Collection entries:
__________________________________________________

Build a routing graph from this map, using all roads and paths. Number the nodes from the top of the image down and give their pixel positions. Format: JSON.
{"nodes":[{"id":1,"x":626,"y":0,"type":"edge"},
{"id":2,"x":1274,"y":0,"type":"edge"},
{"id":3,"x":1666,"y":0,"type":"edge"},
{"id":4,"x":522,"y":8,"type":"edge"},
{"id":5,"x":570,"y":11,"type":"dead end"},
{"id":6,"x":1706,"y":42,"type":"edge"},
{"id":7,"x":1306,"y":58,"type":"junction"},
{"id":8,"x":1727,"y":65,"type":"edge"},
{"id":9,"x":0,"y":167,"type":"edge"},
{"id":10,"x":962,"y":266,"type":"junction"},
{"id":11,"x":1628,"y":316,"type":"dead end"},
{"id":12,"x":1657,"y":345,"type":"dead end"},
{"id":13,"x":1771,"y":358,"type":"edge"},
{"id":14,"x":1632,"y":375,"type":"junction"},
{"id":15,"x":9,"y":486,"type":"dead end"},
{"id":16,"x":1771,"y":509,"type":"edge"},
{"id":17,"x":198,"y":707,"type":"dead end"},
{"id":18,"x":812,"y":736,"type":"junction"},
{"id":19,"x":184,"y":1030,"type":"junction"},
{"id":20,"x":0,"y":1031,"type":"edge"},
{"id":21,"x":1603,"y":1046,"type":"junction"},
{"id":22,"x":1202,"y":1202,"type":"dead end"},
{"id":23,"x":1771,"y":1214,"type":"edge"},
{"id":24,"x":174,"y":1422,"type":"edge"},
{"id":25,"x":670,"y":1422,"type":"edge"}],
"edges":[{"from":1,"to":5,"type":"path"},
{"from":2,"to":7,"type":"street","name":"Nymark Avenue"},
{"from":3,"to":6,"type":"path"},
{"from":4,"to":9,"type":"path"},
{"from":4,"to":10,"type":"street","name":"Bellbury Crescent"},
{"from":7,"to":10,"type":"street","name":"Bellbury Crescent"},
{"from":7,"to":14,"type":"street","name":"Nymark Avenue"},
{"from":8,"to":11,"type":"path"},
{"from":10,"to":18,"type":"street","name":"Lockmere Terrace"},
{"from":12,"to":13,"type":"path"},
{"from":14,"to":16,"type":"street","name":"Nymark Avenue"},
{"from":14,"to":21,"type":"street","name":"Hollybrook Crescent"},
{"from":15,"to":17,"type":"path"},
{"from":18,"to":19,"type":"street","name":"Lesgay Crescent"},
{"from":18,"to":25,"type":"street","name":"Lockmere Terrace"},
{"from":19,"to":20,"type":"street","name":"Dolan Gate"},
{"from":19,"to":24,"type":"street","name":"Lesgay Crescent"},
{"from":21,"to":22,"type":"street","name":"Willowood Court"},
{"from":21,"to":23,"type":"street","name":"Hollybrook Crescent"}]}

__________________________________________________

Work request:
Your answer must be a single number: the count of lines above that contain the string "Crescent".

Result for this task:
6